Fils d’acteurs, cet enfant de la balle exprime quant à lui sa sensibilité artistique à travers la danse durant les années 1920. Bien vite, ses collaborations le conduiront à rencontrer lui aussi l’univers du cinéma. C’est à partir de Whoopee, réalisé en 1930 par Eddie Cantor, que la sophistication chorégraphique du jeune Busby Berkeley et la virtuosité du regard de sa caméra métamorphosent le spectacle à l’écran. Trois nominations aux Oscars en résultent, dont une pour 42ème rue de Lloyd Bacon (1933), phénomène jamais vu jusqu’alors pour une comédie musicale.

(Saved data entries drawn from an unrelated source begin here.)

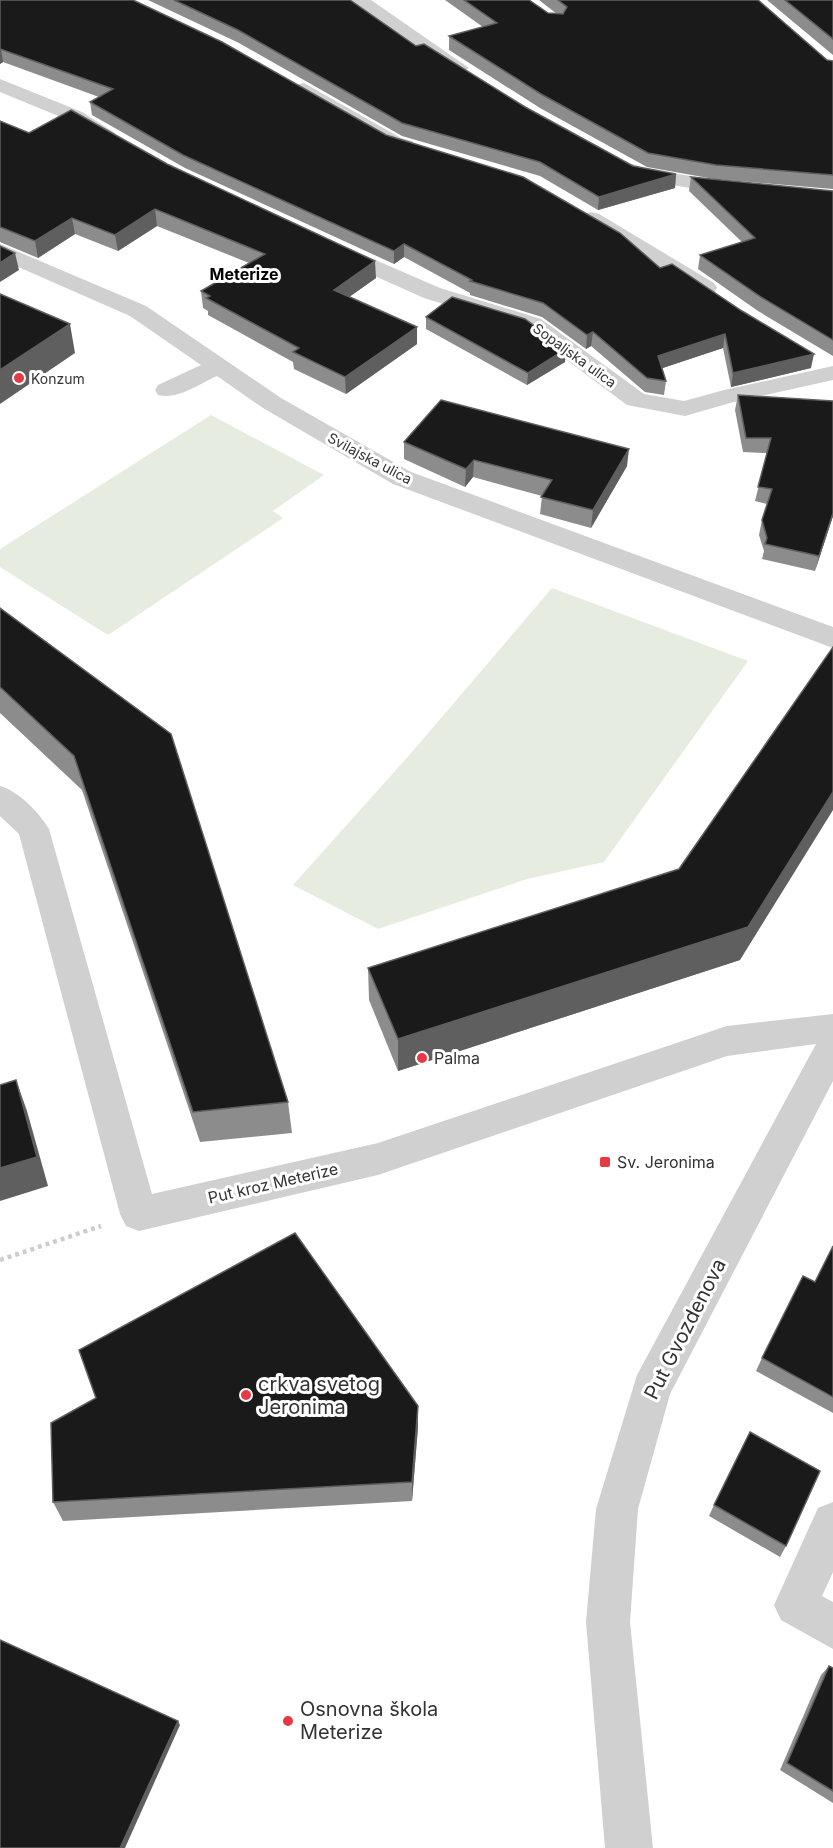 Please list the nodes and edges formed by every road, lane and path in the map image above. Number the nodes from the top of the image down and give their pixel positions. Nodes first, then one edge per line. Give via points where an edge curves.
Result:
1 (359, 0) edge
2 (476, 79) edge
3 (287, 80) edge
4 (0, 86) edge
5 (126, 145) edge
6 (427, 152) edge
7 (620, 163) edge
8 (750, 190) edge
9 (572, 208) edge
10 (315, 240) edge
11 (0, 251) edge
12 (722, 299) edge
13 (814, 358) dead end
14 (219, 366) junction
15 (833, 371) edge
16 (166, 390) dead end
17 (833, 639) edge
18 (0, 797) edge
19 (833, 1028) edge
20 (833, 1047) edge
21 (139, 1214) junction
22 (0, 1260) edge
23 (833, 1523) edge
24 (833, 1627) edge
25 (629, 1848) edge

1 - 2 street
3 - 6 street via 394,142
4 - 5 street via 75,116
7 - 8 street via 640,174
9 - 12 street
10 - 15 street, Sopaljska ulica via 432,293 533,324 636,400 685,409
11 - 14 street, Svilajska ulica via 138,311
13 - 15 street, Sopaljska ulica
14 - 16 street
14 - 17 street, Svilajska ulica via 300,420 402,478
18 - 21 street via 33,829
19 - 21 street, Put kroz Meterize via 727,1041 378,1159
20 - 25 street, Put Gvozdenova via 651,1389 617,1509 608,1622
21 - 22 path
23 - 24 street via 796,1605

Grâce à la complicité du producteur de revues Florenz Ziegfeld qui nourrit les fantasmes de plusieurs générations avec ses Ziegfeld Girls de Broadway et les œuvres éponymes qui leur sont dédiées (The Great Ziegfeld de R. Leonard en 1936, Ziegfeld Follies par Vincente Minnelli en 1946…), Busby Berkeley chorégraphie l’une de ses plus grandes réussites, You stepped out of a dream, dans Ziegfeld Girl en 1941, sous l’œil de Robert Z. Leonard.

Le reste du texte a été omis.